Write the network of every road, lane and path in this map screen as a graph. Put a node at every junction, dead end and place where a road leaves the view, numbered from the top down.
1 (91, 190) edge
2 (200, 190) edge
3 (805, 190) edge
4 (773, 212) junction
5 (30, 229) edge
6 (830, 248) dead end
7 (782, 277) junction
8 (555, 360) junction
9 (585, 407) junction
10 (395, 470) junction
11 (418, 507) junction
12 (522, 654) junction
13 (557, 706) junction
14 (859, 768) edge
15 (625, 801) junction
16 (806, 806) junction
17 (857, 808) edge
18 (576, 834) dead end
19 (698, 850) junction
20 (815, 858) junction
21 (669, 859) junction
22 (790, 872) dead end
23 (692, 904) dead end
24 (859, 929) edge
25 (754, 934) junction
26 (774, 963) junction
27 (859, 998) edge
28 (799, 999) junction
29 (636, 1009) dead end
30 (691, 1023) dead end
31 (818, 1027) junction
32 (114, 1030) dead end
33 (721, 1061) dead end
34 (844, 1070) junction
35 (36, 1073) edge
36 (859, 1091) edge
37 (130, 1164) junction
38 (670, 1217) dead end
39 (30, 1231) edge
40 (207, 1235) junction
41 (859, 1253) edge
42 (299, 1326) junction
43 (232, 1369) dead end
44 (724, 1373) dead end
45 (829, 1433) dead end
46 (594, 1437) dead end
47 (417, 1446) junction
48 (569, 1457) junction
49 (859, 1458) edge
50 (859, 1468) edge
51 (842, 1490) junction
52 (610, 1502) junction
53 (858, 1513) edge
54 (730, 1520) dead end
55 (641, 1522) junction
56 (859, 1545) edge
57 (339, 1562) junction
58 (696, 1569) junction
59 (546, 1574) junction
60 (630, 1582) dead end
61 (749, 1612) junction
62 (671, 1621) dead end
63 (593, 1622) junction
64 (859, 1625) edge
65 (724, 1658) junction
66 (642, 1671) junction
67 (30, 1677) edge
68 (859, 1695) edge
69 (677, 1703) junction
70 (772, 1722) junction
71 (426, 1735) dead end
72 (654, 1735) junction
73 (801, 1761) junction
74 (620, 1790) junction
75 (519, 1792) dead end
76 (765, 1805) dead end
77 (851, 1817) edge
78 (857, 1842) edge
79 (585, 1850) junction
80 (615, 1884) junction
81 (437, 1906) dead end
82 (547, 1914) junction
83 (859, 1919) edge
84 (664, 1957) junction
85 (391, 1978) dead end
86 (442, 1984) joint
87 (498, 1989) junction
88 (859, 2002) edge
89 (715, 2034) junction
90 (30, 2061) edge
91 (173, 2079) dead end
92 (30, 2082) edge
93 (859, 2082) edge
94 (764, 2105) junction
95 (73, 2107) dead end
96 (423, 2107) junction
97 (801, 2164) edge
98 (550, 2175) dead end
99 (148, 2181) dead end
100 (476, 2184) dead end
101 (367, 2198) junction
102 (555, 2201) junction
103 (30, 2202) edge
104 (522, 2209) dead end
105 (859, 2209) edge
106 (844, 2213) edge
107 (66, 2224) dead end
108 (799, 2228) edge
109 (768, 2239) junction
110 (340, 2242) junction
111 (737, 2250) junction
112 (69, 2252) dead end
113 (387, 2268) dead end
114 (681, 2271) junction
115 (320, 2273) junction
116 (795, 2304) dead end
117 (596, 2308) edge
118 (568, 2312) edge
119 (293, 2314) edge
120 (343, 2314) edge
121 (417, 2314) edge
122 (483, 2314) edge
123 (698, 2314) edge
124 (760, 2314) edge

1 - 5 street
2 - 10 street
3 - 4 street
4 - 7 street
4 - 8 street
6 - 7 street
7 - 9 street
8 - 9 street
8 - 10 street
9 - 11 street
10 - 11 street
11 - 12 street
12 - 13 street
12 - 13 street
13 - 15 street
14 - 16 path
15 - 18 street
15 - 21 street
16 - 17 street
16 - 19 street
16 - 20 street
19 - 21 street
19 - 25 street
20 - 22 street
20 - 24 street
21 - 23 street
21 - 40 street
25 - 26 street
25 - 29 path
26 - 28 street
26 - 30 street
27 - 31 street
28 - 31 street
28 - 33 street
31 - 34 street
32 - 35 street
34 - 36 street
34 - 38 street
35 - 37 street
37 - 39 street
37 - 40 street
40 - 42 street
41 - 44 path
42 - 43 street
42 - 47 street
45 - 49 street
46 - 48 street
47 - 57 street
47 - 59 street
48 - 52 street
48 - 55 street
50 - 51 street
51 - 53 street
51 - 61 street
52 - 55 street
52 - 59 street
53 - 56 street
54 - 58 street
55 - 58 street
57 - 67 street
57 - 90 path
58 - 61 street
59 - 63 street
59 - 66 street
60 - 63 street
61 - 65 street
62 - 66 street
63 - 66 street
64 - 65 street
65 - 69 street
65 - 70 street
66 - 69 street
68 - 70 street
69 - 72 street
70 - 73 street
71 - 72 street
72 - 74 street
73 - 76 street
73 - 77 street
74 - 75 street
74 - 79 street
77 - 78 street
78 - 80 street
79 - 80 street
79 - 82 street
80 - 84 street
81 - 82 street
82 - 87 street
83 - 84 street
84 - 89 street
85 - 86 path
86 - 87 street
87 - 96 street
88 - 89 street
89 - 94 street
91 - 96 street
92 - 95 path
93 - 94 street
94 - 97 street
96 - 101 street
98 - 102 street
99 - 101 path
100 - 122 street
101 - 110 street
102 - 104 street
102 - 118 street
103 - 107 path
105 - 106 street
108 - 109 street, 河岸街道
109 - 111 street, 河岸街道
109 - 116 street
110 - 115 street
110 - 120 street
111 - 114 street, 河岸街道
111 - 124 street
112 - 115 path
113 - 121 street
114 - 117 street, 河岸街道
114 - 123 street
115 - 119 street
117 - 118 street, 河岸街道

**TASK TO CARRY OUT**.
Take every line of the material that contains the word "path", and copy it.

**SOLUTION FOR THIS TASK**.
Write the network of every road, lane and path in this map screen as a graph. Put a node at every junction, dead end and place where a road leaves the view, numbered from the top down.
14 - 16 path
25 - 29 path
41 - 44 path
57 - 90 path
85 - 86 path
92 - 95 path
99 - 101 path
103 - 107 path
112 - 115 path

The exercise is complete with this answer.